Personal information
- Born: 3 December 1946 (age 79)
- Original team: De La Salle College
- Debut: 25 July 1964 (Round 14), Richmond vs. South Melbourne, at Punt Road Oval
- Height: 175 cm (5 ft 9 in)
- Weight: 77 kg (170 lb)

Playing career^{1}
- Years: Club / Games (Goals)
- 1964–1968: Richmond / 42 (44)
- 1969–1970: North Melbourne / 14 (16)
- 1971-74: Brunswick / 64 (94)
- 1975: Sorrento / 15 (unknown)
- Total:  / 135 (154)
- ^{1} Playing statistics correct to the end of 1970.

Career highlights
- Richmond Most Determined Trophy 1966;

= Frank Dimattina =

Australian rules footballer

Frank Dimattina (born 3 December 1946) is a former Australian rules footballer, who played as a rover for Richmond in the Australian Football League.

==Schoolboy footballer==
Educated at De La Salle College, he played with Richmond Thirds (Under 19) whilst still at school, and whilst still also playing for his school side (he was the school's First XVIII captain and its best and fairest player in 1964).

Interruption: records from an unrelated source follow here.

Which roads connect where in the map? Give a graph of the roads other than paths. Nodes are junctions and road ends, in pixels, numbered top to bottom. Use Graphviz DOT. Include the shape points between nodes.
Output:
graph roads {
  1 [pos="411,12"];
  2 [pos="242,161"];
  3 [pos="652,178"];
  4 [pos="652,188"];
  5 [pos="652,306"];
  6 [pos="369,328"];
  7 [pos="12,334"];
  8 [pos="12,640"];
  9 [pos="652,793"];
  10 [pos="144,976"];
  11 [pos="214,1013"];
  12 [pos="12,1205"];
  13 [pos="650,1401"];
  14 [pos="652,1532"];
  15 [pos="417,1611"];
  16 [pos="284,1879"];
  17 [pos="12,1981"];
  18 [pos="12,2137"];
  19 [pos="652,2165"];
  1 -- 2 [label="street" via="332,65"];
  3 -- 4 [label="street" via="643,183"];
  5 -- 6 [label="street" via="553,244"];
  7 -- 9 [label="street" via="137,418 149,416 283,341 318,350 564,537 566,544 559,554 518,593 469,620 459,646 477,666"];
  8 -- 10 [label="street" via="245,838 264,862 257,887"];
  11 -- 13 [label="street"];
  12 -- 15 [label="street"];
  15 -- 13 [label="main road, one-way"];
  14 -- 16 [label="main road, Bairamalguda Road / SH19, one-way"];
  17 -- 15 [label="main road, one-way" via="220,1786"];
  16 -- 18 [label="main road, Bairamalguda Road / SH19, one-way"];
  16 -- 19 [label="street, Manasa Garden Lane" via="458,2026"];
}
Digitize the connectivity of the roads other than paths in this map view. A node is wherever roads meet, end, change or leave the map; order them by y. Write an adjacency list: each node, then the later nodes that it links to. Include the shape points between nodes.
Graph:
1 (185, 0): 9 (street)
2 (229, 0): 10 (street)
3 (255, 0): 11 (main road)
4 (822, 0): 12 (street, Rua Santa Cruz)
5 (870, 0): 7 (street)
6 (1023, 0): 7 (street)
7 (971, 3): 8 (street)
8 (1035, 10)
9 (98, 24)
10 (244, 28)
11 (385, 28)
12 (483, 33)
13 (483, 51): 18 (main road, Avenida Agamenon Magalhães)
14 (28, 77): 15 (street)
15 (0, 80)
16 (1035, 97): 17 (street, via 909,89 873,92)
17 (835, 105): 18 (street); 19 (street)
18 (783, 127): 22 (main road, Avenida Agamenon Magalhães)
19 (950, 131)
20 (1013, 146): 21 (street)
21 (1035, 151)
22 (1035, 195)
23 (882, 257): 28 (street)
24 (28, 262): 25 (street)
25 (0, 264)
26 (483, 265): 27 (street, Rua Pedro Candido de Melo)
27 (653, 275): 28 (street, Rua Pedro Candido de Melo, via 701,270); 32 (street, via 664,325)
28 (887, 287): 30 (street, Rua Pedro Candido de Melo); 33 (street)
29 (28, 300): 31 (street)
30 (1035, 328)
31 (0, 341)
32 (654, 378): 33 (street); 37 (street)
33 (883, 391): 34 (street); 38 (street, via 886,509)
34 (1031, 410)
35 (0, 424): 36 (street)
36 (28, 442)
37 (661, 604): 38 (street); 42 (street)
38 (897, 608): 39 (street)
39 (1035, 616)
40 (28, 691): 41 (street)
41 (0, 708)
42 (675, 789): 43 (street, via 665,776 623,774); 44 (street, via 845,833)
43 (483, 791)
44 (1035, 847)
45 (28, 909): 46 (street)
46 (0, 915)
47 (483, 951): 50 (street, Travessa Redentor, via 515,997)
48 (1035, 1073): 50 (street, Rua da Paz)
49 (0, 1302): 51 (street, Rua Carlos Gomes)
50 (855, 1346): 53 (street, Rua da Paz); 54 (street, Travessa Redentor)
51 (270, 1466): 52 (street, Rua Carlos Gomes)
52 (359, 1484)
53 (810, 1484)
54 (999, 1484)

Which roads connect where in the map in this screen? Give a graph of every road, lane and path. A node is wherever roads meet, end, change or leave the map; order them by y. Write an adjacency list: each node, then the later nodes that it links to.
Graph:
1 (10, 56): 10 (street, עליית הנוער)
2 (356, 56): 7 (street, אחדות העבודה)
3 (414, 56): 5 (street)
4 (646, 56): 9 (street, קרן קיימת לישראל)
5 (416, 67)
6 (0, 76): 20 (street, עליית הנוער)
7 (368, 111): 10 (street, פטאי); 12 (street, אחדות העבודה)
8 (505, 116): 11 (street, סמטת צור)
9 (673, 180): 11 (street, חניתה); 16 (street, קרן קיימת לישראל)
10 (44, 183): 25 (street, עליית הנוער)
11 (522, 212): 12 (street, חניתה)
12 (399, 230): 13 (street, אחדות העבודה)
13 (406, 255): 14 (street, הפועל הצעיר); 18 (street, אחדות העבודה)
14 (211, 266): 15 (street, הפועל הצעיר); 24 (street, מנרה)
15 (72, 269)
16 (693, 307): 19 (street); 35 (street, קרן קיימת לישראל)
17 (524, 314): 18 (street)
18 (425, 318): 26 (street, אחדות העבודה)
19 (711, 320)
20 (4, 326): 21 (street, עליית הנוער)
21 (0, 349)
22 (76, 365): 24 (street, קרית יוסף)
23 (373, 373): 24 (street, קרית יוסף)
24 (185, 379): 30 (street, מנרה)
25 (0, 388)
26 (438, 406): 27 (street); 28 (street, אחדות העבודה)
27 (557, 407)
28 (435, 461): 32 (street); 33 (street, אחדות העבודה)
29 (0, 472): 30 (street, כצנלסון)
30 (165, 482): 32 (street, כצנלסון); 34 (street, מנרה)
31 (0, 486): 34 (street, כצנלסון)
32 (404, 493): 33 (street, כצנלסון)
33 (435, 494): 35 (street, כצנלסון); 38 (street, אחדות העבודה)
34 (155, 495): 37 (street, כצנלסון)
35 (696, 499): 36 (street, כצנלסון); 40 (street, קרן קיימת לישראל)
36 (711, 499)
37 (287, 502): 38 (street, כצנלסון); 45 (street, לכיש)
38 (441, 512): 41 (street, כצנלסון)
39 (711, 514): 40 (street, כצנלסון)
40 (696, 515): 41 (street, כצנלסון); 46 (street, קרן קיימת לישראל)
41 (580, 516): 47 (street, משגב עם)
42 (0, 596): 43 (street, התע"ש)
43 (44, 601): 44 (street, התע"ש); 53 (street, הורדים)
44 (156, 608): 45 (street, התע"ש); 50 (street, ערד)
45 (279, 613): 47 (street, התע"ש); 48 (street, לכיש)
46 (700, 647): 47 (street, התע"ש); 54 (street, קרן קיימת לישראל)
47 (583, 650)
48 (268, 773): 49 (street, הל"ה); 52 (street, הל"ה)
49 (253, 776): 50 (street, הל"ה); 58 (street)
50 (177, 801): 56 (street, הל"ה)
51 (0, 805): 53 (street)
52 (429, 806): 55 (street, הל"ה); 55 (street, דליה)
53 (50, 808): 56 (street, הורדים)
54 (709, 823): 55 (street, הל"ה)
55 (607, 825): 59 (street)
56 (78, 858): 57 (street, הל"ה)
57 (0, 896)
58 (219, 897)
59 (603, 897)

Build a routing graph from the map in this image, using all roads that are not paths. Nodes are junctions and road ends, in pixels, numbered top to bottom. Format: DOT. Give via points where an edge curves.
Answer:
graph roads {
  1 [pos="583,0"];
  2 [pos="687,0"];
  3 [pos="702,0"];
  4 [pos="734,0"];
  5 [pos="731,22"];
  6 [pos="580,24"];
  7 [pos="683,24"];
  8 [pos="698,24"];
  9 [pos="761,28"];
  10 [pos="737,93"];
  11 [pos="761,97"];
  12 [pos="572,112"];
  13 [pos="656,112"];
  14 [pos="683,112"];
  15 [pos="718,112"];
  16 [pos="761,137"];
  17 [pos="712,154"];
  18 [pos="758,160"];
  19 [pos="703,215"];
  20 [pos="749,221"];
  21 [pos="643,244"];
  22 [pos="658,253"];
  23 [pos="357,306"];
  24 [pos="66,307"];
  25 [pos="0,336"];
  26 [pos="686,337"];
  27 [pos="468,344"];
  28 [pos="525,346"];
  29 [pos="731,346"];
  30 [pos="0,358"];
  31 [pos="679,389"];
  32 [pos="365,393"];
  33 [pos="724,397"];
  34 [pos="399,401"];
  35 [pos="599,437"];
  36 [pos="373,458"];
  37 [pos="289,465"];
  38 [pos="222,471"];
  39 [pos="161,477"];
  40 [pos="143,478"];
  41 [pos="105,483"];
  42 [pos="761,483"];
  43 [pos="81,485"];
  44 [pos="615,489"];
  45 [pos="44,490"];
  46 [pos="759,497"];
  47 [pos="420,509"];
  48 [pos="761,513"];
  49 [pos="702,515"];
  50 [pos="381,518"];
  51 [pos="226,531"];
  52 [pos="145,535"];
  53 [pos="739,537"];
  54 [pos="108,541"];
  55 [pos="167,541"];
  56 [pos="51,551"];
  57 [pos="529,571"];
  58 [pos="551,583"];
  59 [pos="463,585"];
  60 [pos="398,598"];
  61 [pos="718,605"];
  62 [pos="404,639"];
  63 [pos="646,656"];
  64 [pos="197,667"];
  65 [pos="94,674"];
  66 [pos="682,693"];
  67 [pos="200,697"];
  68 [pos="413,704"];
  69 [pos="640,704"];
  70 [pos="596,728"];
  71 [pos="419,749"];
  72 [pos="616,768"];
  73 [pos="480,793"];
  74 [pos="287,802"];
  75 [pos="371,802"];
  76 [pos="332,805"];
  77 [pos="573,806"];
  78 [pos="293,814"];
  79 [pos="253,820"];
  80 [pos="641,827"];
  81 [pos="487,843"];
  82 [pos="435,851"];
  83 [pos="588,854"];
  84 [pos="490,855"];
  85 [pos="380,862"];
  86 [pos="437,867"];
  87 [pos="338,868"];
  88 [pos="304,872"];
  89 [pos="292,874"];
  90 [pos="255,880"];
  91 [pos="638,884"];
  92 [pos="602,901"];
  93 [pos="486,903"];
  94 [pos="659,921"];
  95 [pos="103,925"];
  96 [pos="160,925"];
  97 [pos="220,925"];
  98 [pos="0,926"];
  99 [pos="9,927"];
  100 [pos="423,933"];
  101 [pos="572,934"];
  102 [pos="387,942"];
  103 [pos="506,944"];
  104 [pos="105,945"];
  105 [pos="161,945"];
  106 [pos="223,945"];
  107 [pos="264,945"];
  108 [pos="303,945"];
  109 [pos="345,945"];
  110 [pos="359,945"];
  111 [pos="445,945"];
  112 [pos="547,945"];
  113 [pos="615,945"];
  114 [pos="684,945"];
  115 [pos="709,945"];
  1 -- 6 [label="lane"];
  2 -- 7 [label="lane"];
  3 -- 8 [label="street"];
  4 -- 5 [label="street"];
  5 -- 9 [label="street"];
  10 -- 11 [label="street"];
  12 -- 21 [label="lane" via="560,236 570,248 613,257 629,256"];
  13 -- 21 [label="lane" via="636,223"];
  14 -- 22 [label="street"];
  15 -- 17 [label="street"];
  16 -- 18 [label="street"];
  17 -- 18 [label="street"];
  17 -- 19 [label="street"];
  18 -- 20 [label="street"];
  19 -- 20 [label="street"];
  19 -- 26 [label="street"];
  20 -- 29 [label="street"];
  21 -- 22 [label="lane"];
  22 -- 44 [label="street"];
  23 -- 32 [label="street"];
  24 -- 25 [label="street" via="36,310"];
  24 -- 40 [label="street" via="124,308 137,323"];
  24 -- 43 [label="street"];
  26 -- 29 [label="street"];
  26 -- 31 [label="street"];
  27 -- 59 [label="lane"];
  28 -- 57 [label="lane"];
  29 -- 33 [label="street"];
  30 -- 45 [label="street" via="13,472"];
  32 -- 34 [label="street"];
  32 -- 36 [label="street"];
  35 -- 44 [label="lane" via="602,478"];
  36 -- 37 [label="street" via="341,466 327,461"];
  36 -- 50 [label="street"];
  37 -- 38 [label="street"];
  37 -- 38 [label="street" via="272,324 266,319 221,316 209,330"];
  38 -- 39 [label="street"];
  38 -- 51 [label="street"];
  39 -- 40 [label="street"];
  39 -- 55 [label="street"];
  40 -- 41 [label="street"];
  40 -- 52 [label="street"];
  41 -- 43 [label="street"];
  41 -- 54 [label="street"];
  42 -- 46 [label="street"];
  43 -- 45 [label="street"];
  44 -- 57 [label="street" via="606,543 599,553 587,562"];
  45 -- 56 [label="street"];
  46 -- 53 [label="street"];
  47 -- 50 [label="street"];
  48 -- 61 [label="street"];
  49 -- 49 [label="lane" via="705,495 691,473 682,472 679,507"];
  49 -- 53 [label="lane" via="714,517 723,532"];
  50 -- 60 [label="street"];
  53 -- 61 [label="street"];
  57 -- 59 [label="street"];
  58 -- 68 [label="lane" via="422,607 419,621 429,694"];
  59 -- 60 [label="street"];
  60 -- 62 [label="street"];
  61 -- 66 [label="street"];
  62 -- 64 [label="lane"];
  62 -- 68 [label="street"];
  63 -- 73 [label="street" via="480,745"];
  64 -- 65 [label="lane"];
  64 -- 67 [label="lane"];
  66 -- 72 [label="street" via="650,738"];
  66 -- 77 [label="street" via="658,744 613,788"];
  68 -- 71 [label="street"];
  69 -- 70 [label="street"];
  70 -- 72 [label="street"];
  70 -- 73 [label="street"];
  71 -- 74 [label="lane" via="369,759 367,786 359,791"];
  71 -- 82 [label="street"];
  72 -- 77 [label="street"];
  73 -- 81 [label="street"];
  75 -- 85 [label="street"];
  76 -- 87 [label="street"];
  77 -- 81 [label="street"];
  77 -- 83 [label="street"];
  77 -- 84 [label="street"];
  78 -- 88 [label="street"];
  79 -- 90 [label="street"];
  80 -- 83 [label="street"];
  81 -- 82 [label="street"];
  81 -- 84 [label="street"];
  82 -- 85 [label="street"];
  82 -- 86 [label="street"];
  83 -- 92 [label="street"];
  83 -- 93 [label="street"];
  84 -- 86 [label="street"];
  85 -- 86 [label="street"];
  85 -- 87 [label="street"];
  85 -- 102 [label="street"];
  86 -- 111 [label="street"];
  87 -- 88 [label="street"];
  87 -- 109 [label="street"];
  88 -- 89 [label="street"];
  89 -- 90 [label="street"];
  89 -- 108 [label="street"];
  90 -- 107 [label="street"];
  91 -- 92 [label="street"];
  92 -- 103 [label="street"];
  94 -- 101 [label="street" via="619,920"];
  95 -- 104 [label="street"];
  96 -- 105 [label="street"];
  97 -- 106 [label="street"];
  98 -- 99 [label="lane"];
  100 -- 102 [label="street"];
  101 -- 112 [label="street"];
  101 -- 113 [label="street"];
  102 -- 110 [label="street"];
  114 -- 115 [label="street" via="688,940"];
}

He made his senior debut in 1964 at the Punt Road Oval, against South Melbourne, on 25 July.).

He played the next 33 consecutive games for Richmond's First XVIII, winning Richmond's Most Determined Trophy in 1966.

==Richmond==
Frank, who was very courageous and very skillful, developed into a very valuable member of the Richmond senior side.

In the round 15 match against Collingwood, at the Melbourne Cricket Ground on 6 August 1966, Frank was chasing the ball somewhere between the forward-flank and centre-half forward, bent over, with his head down, concentrating on the ball, and his hands nearly at ground level, when Paddy Guinane, running at full tilt from full-forward, bounced off Mick Erwin, and smashed into Frank's head with one of his massive thighs at full force. It was obvious that, for some inexplicable reason, Guinane had not seen Frank; and because Guinane was having one of his intermittent bad days, it is most likely he was running to get to centre-half forward, and was looking up the ground into the distance.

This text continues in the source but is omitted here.